Josh Barratt's Blog

A collection of uploaded thoughts

Maximizing Performance with Cloudfront, S3 and Hugo June 7, 2017

As previously discussed, this site is now being built with Hugo.

The final chapter in the Epic Tale of the Blog Migration is where the site is actually hosted.

These days I work with Amazon Web Services a lot, helping customers build scalable/available/“Cloudy” infrastructures for their projects, so it was a natural fit for me to use them for hosting the static site. There are many, many good ways to host static sites, but I’ve generally been a big fan of the features, price, performance and configurability of the Cloudfront / S3 teamup.

Here’s the overall architecture:

Static Hosting Architecture

When the site’s updated, it’s pushed to an S3 bucket.

When a visitor goes to serialized.net, they’re directed to a cloudfront edge location that’s close to them from a latency perspective.
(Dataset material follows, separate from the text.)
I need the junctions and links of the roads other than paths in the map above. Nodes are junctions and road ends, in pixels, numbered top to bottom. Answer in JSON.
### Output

If the CDN location has the content in cache, and it hasn’t expired, it’s served. Otherwise, it fetches it from the S3 bucket and stores it.

As noted in the diagram, for maximum performance, we want things to be cached in people’s browsers as much as possible, and barring that, be in the CDN already.
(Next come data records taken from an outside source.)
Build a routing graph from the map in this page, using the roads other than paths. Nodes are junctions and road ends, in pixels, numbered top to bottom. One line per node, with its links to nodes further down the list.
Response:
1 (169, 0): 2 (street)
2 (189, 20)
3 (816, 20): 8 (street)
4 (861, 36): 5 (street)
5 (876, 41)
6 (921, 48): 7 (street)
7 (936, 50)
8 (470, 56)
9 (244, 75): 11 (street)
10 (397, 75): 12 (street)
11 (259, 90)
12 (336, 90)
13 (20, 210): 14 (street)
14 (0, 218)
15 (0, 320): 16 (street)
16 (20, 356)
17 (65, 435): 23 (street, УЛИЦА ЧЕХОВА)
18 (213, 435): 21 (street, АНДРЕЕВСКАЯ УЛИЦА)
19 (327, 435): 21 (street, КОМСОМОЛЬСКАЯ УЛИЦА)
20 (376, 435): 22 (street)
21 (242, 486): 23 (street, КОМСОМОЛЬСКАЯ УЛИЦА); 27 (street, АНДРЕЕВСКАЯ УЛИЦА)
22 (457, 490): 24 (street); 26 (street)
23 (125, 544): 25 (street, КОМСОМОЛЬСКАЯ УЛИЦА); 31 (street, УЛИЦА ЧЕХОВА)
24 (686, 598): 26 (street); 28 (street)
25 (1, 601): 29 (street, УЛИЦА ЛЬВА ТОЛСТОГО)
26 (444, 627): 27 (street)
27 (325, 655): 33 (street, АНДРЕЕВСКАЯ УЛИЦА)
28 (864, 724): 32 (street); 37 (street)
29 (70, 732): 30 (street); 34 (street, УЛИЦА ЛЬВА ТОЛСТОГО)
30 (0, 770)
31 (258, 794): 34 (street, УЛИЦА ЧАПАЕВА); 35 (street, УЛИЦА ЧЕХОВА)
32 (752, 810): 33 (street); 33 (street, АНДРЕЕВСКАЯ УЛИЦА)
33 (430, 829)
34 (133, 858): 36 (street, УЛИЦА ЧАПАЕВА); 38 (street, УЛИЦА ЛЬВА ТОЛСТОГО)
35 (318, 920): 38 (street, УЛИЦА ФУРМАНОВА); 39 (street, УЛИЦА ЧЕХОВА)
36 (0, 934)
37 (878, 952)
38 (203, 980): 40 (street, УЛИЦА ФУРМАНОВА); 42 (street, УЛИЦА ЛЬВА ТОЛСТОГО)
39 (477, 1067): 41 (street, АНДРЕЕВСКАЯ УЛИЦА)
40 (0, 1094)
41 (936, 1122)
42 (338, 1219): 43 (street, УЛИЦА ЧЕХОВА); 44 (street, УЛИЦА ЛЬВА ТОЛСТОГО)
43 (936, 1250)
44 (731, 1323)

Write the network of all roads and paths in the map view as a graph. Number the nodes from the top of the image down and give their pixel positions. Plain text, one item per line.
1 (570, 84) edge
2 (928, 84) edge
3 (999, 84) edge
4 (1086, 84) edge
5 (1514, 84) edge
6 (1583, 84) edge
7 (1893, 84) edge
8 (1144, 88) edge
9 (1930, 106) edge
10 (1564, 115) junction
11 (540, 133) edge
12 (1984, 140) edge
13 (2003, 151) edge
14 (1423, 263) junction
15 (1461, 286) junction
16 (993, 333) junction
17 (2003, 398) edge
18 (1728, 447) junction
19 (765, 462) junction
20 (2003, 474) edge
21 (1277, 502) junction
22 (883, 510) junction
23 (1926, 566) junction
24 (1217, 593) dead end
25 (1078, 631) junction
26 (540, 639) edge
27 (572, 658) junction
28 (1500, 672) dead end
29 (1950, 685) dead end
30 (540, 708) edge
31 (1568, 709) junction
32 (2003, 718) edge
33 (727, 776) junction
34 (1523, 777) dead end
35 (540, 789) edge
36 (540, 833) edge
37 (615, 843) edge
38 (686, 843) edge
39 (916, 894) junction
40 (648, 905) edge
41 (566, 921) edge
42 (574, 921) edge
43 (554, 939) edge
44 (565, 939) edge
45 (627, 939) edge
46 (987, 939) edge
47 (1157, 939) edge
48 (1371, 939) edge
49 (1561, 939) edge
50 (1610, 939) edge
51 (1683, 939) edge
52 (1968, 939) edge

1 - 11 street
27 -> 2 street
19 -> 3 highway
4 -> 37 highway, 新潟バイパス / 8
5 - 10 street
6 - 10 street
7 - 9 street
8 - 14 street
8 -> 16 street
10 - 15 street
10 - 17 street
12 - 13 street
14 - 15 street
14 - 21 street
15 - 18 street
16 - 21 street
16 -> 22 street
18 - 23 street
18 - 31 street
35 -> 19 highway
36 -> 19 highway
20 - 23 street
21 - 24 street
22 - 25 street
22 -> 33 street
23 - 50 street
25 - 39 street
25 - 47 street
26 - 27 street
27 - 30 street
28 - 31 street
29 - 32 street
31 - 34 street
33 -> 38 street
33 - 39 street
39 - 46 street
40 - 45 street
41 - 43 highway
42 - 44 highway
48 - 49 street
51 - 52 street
Maximizing Browser Cacheability

To ensure that files are as likely as possible to end up in the browser cache if they’re needed, expiration information needs to be set. This isn’t done by default with s3, you have to put a Cache Control meta tag on the object.
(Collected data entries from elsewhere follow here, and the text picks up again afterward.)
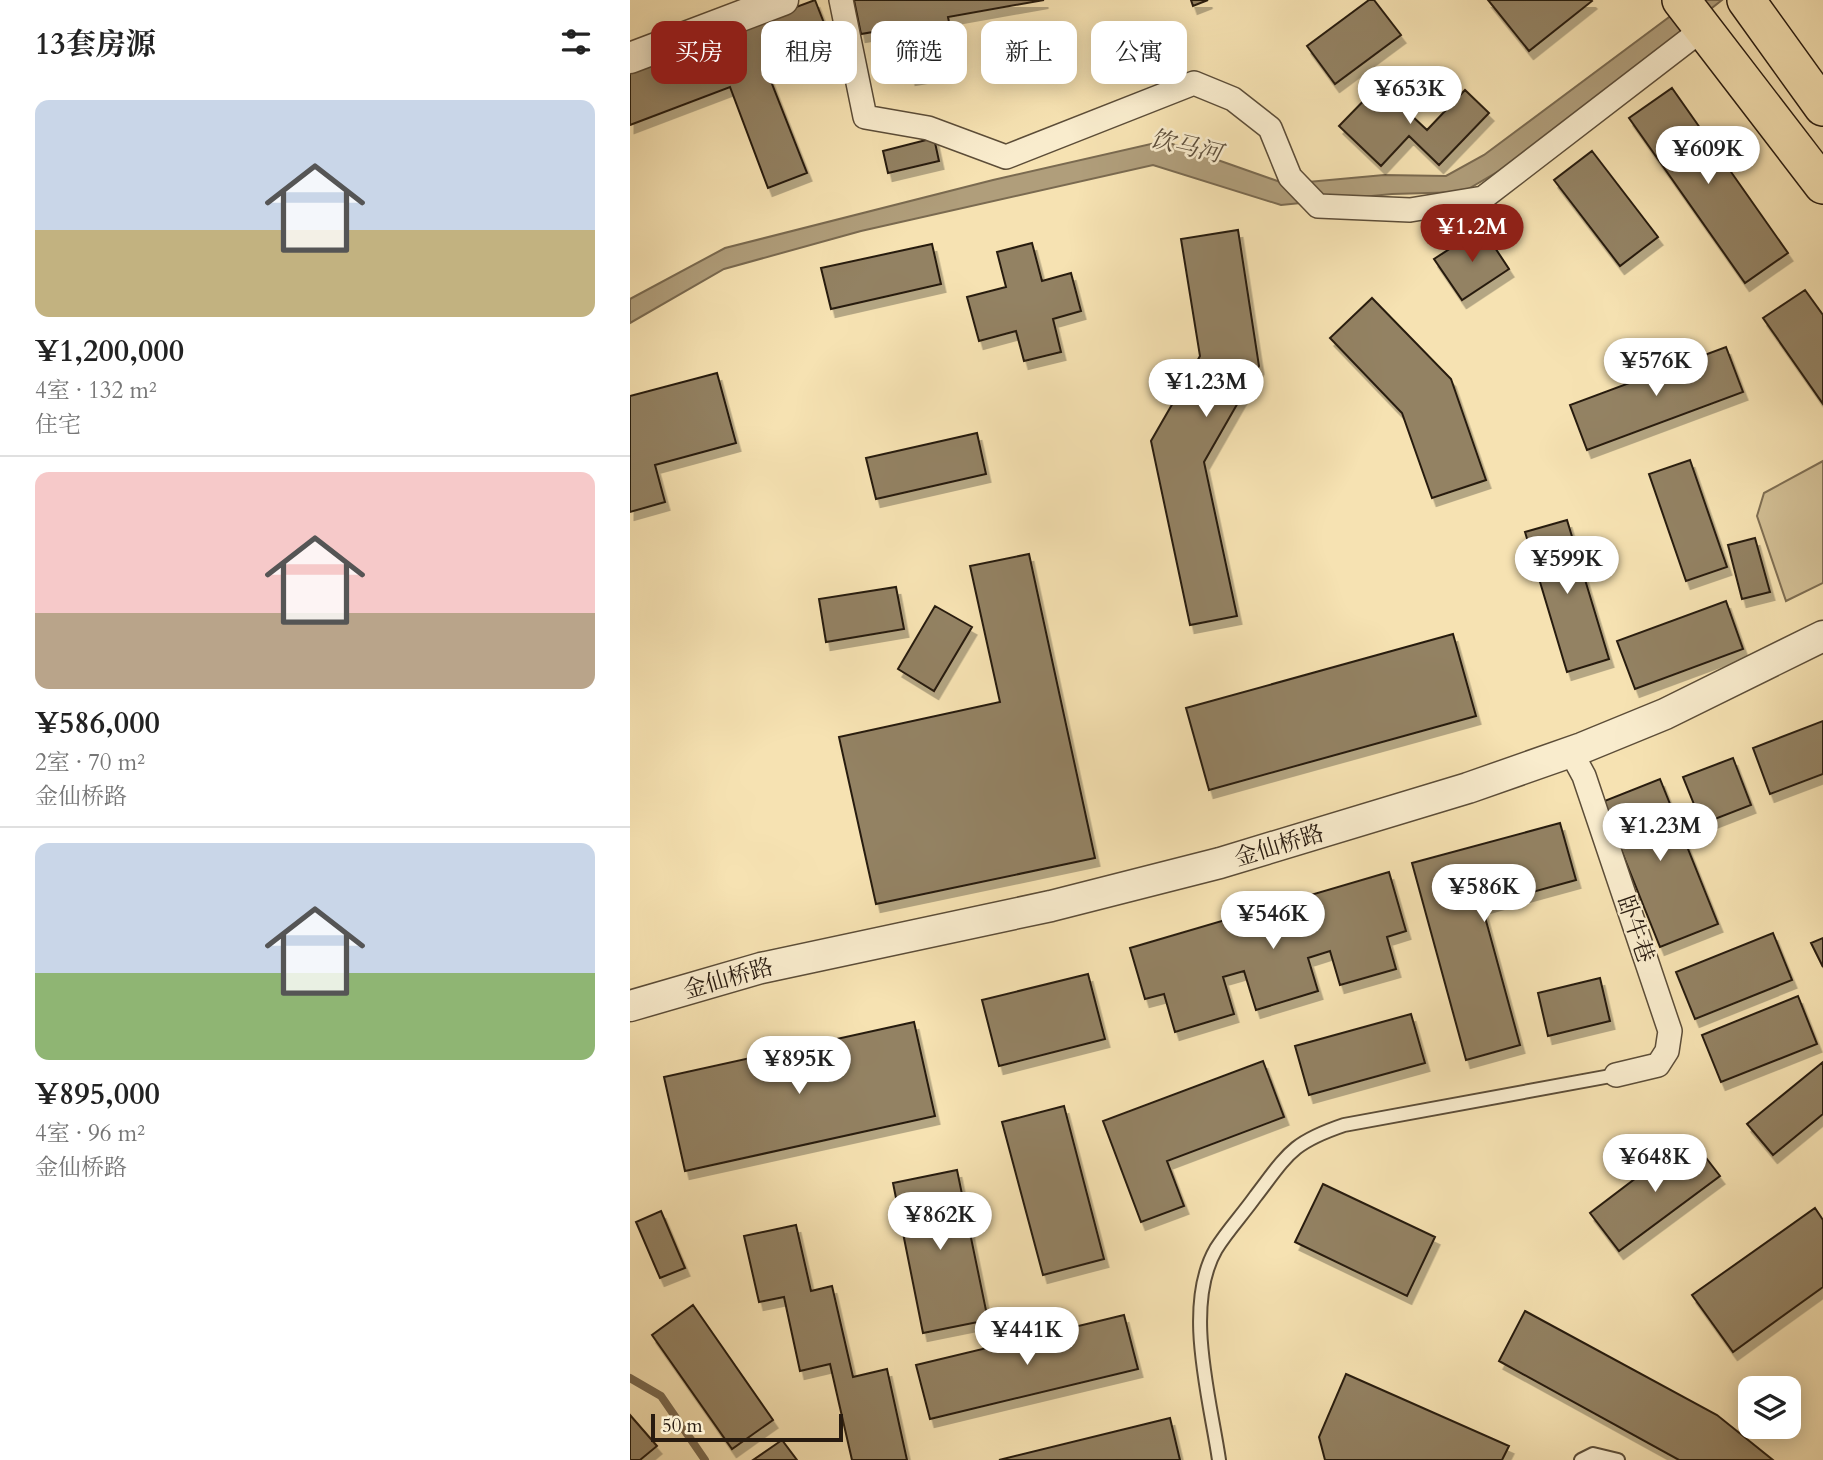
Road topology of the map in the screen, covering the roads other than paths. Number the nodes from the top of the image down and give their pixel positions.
1 (734, 0) edge
2 (783, 0) edge
3 (841, 0) edge
4 (1681, 0) edge
5 (1746, 0) edge
6 (1704, 28) junction
7 (630, 41) edge
8 (630, 58) edge
9 (1823, 107) edge
10 (1823, 184) edge
11 (1823, 636) edge
12 (1571, 752) junction
13 (630, 1006) edge
14 (1616, 1075) joint
15 (1219, 1460) edge
16 (1581, 1460) edge
17 (1618, 1460) edge

1 - 7 street
2 - 8 street
3 - 6 street
4 - 6 main road
5 - 9 main road
6 - 10 main road
11 - 12 street, 金仙桥路
12 - 13 street, 金仙桥路
12 - 14 street, 卧牛巷
14 - 15 lane
16 - 17 lane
Enter s3deploy, from the lead maintainer of Hugo.

It has a few killer features: it parallelizes uploads, it’s much better at detecting which files do need to be uploaded, and it has a very handy way to manage setting cache attributes on files.

My .s3_deploy.yml file:

routes:
    - route: "^.+\\.(js|css|svg|ttf|woff|eot|gif|pdf|jpeg|png|jpg)$"
      #  cache static assets for 20 years
      headers:
         Cache-Control: "max-age=630720000, no-transform, public"
      gzip: true
    - route: "^.+\\.(js|css)$"
      #  cache style, code for 1 hour
      headers:
         Cache-Control: "max-age=3600, no-transform, public"
      gzip: true
    - route: "^.+\\.(js|css|json)$"
      #  cache JSON (for JSON-feed) for 20m
      headers:
         Cache-Control: "max-age=1200, no-transform, public"
      gzip: true

and it works:

$ http head https://serialized.net/images/hugo_nikola_process.svg
HTTP/1.1 200 OK
Cache-Control: max-age=630720000, no-transform, public

Browser cache is a dangerous tool to overuse; it can be very hard to ‘recall’ things cached at that layer. The best solution is to use disposable URL’s – encode some unique information in every reference to a page – but that’s not yet integrated into Hugo. It’s a known issue and there a number of workarounds.

For this blog, it’s simple enough that if I really need to change the content of a static asset I can tweak the references to it directly.

Maximize CDN Saturation

Just using Cloudfront at all gives you a ton of features out of the box that help with site performance.

  • SSL certificates are free via ACM, and redirection to HTTPS is a single option
  • HTTP/2 is easy to turn on, once you’ve got the free certificate
  • IPv6 support
  • Easily tunable cache minimums and behaviors

Beyond that, there are a lot of tactics to make sure your CDN is more likely to have the content in it.

I’m currently keeping it very simple:

  • Set the default cache time to very long (1 week)
  • Issue a full cache invalidation when I deploy new content

This is messy, but also useful for the early stages of working with a new site, where sweeping changes are more likely. The next step is to more tactically observe which files were actually updated, translate those to paths, and issue invalidations for those.

Cloudfront is easy to do a bulk invalidation for using the AWS CLI tools:

$ aws cloudfront create-invalidation --distribution-id MYDISTRIBUTION --paths '/*'

The pricing is very reasonable, too. You get 1,000 invalidations a month, and after that they cost $0.005 each. For a personal blog, if I make 100 changes a month I’m having a very prolific one, so it’s not an issue.

The next step is to either parse the output from s3_deploy, or submit a small patch, to analyze what was actually uploaded, and craft a more focused invalidation. This would make it more likely that edge locations that are accessed more rarely will have older content in cache.